[Dataset excerpts]

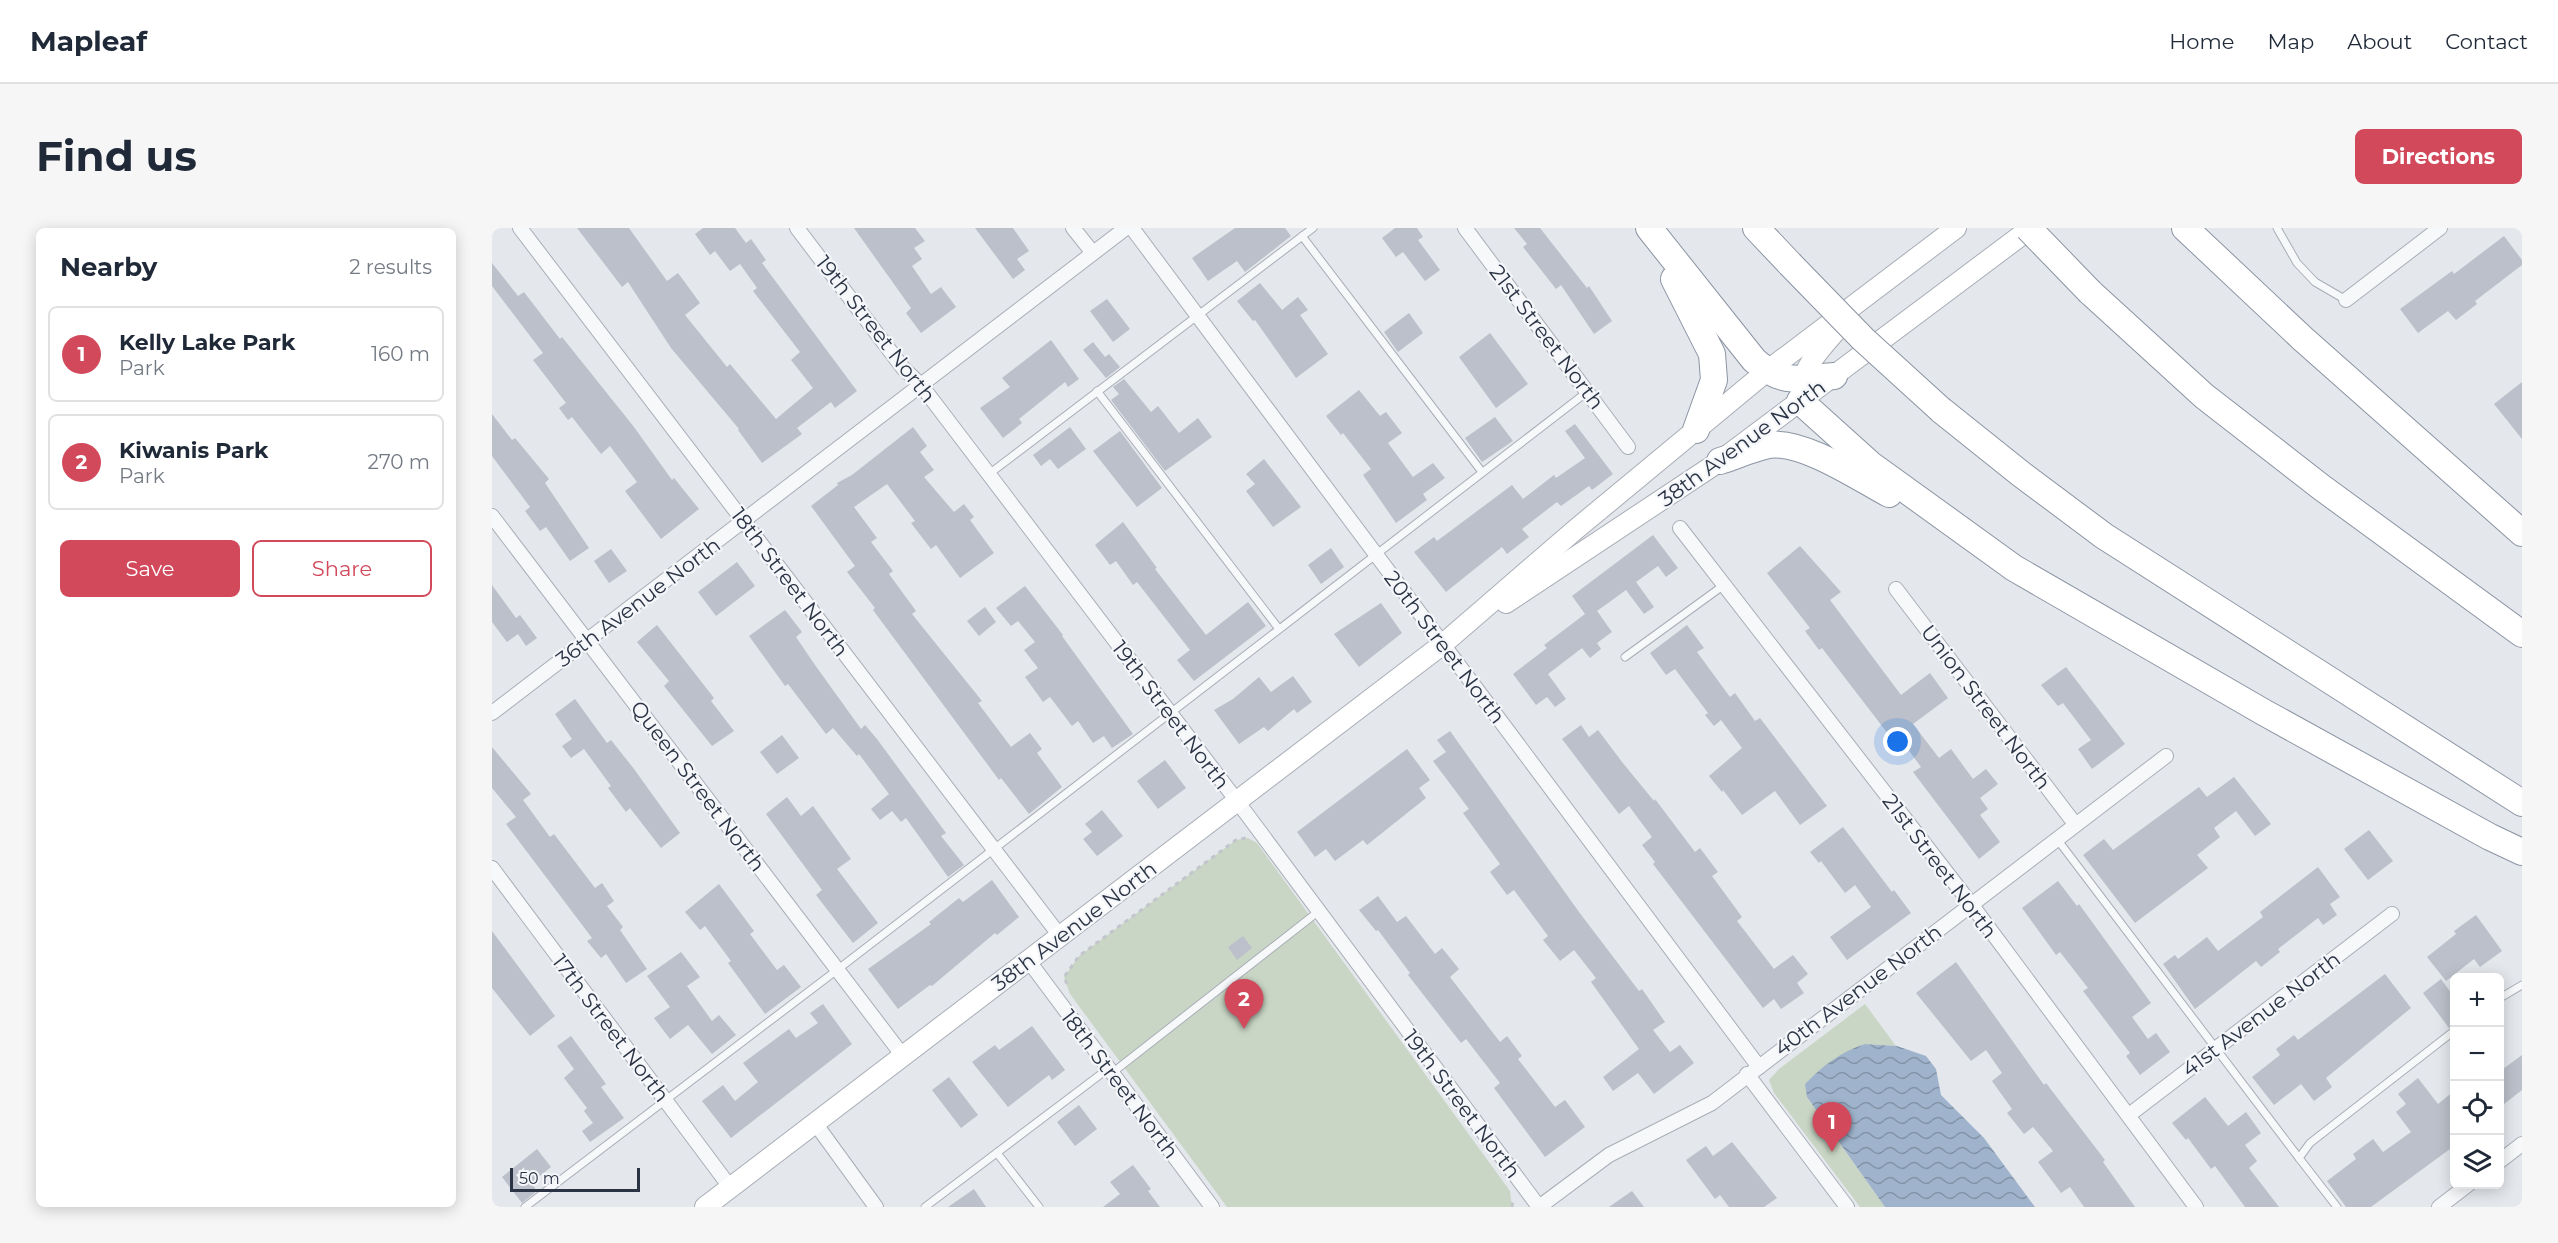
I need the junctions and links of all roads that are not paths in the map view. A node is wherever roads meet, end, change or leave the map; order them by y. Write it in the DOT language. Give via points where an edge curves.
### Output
graph roads {
  1 [pos="520,228"];
  2 [pos="797,228"];
  3 [pos="1073,228"];
  4 [pos="1126,228"];
  5 [pos="1131,228"];
  6 [pos="1313,228"];
  7 [pos="1465,228"];
  8 [pos="1648,228"];
  9 [pos="1756,228"];
  10 [pos="1956,228"];
  11 [pos="2186,228"];
  12 [pos="2277,228"];
  13 [pos="2440,228"];
  14 [pos="2026,230"];
  15 [pos="1302,236"];
  16 [pos="1093,254"];
  17 [pos="1869,294"];
  18 [pos="2346,300"];
  19 [pos="1197,315"];
  20 [pos="1767,371"];
  21 [pos="1834,376"];
  22 [pos="921,385"];
  23 [pos="1801,390"];
  24 [pos="1097,391"];
  25 [pos="1587,392"];
  26 [pos="1696,430"];
  27 [pos="1628,447"];
  28 [pos="1720,461"];
  29 [pos="1482,472"];
  30 [pos="989,474"];
  31 [pos="492,516"];
  32 [pos="744,521"];
  33 [pos="1680,528"];
  34 [pos="2522,533"];
  35 [pos="1970,537"];
  36 [pos="1376,554"];
  37 [pos="1724,585"];
  38 [pos="1896,589"];
  39 [pos="1279,629"];
  40 [pos="2522,634"];
  41 [pos="587,640"];
  42 [pos="1443,644"];
  43 [pos="1625,657"];
  44 [pos="492,713"];
  45 [pos="1170,713"];
  46 [pos="2166,756"];
  47 [pos="1237,801"];
  48 [pos="2522,803"];
  49 [pos="2075,824"];
  50 [pos="2057,839"];
  51 [pos="994,849"];
  52 [pos="2522,852"];
  53 [pos="492,868"];
  54 [pos="1971,904"];
  55 [pos="1319,911"];
  56 [pos="2392,914"];
  57 [pos="1060,936"];
  58 [pos="1028,960"];
  59 [pos="837,970"];
  60 [pos="2522,985"];
  61 [pos="2504,995"];
  62 [pos="2450,1034"];
  63 [pos="2215,1050"];
  64 [pos="903,1056"];
  65 [pos="1759,1066"];
  66 [pos="1111,1071"];
  67 [pos="1747,1074"];
  68 [pos="666,1101"];
  69 [pos="2129,1115"];
  70 [pos="815,1123"];
  71 [pos="2522,1144"];
  72 [pos="997,1153"];
  73 [pos="2504,1157"];
  74 [pos="2299,1158"];
  75 [pos="730,1187"];
  76 [pos="2464,1189"];
  77 [pos="525,1207"];
  78 [pos="705,1207"];
  79 [pos="876,1207"];
  80 [pos="925,1207"];
  81 [pos="1039,1207"];
  82 [pos="1212,1207"];
  83 [pos="1539,1207"];
  84 [pos="1846,1207"];
  85 [pos="2196,1207"];
  86 [pos="2337,1207"];
  87 [pos="2439,1207"];
  1 -- 32 [label="street, 18th Street North"];
  2 -- 22 [label="street, 19th Street North" via="903,368"];
  3 -- 16 [label="street"];
  4 -- 16 [label="street, 36th Avenue North"];
  5 -- 19 [label="street, 20th Street North"];
  6 -- 15 [label="lane"];
  7 -- 25 [label="street, 21st Street North"];
  8 -- 20 [label="highway"];
  8 -- 26 [label="highway" via="1712,354 1714,380"];
  9 -- 48 [label="highway, bridge" via="1863,339 2020,474 2104,536"];
  10 -- 17 [label="main road, 38th Avenue North"];
  11 -- 34 [label="highway" via="2303,339"];
  12 -- 18 [label="lane" via="2297,262 2315,282"];
  13 -- 18 [label="street"];
  14 -- 21 [label="main road, 38th Avenue North"];
  14 -- 40 [label="highway, bridge" via="2204,396"];
  15 -- 19 [label="lane"];
  15 -- 29 [label="lane"];
  16 -- 22 [label="street, 36th Avenue North"];
  17 -- 20 [label="main road, 38th Avenue North"];
  17 -- 23 [label="main road, 38th Avenue North" via="1829,339"];
  19 -- 24 [label="lane"];
  19 -- 36 [label="street, 20th Street North"];
  20 -- 23 [label="highway"];
  20 -- 26 [label="main road, 38th Avenue North"];
  21 -- 23 [label="highway"];
  22 -- 30 [label="street, 19th Street North"];
  22 -- 32 [label="street, 36th Avenue North"];
  23 -- 28 [label="main road, 38th Avenue North"];
  23 -- 35 [label="highway" via="1870,464"];
  24 -- 30 [label="lane"];
  24 -- 39 [label="lane"];
  25 -- 27 [label="street, 21st Street North"];
  25 -- 29 [label="lane"];
  26 -- 42 [label="main road, 38th Avenue North"];
  28 -- 35 [label="highway" via="1770,445 1797,448 1825,459"];
  28 -- 42 [label="main road, 38th Avenue North"];
  29 -- 36 [label="lane"];
  30 -- 45 [label="street, 19th Street North"];
  31 -- 41 [label="street, Queen Street North"];
  32 -- 41 [label="street, 36th Avenue North"];
  32 -- 51 [label="street, 18th Street North"];
  33 -- 37 [label="street, 21st Street North"];
  35 -- 52 [label="highway" via="2014,568 2265,713"];
  36 -- 39 [label="lane"];
  36 -- 42 [label="street, 20th Street North"];
  37 -- 43 [label="lane"];
  37 -- 54 [label="street, 21st Street North"];
  38 -- 49 [label="street, Union Street North"];
  39 -- 45 [label="lane"];
  41 -- 44 [label="street, 36th Avenue North"];
  41 -- 59 [label="street, Queen Street North"];
  42 -- 47 [label="main road, 38th Avenue North"];
  42 -- 65 [label="street, 20th Street North"];
  45 -- 47 [label="street, 19th Street North"];
  45 -- 51 [label="lane"];
  46 -- 49 [label="street, 40th Avenue North"];
  47 -- 55 [label="street, 19th Street North"];
  47 -- 57 [label="main road, 38th Avenue North"];
  49 -- 50 [label="street, 40th Avenue North"];
  50 -- 54 [label="street, 40th Avenue North"];
  50 -- 63 [label="lane"];
  51 -- 57 [label="street, 18th Street North"];
  51 -- 59 [label="lane"];
  53 -- 68 [label="street, 17th Street North"];
  54 -- 65 [label="street, 40th Avenue North"];
  54 -- 69 [label="street, 21st Street North"];
  55 -- 66 [label="lane"];
  55 -- 83 [label="street, 19th Street North"];
  56 -- 63 [label="street, 41st Avenue North"];
  57 -- 58 [label="main road, 38th Avenue North"];
  58 -- 64 [label="main road, 38th Avenue North"];
  58 -- 66 [label="street, 18th Street North"];
  59 -- 64 [label="street, Queen Street North"];
  59 -- 68 [label="lane"];
  60 -- 61 [label="lane"];
  62 -- 74 [label="lane" via="2310,1143"];
  63 -- 69 [label="street, 41st Avenue North"];
  63 -- 74 [label="lane"];
  64 -- 70 [label="main road, 38th Avenue North"];
  65 -- 67 [label="street, 40th Avenue North"];
  66 -- 72 [label="lane"];
  66 -- 82 [label="street, 18th Street North"];
  67 -- 83 [label="street, 40th Avenue North" via="1712,1103 1609,1155"];
  67 -- 84 [label="street"];
  68 -- 75 [label="street, 17th Street North"];
  68 -- 77 [label="lane"];
  69 -- 85 [label="street, 21st Street North"];
  70 -- 75 [label="main road, 38th Avenue North"];
  70 -- 79 [label="street"];
  71 -- 73 [label="street"];
  72 -- 80 [label="lane"];
  72 -- 81 [label="lane"];
  74 -- 86 [label="lane"];
  75 -- 78 [label="main road, 38th Avenue North"];
  76 -- 87 [label="street"];
}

[What is needed] For each line of the listing that holds the word "Queen", show that line.

[Response to this task]
  31 -- 41 [label="street, Queen Street North"];
  41 -- 59 [label="street, Queen Street North"];
  59 -- 64 [label="street, Queen Street North"];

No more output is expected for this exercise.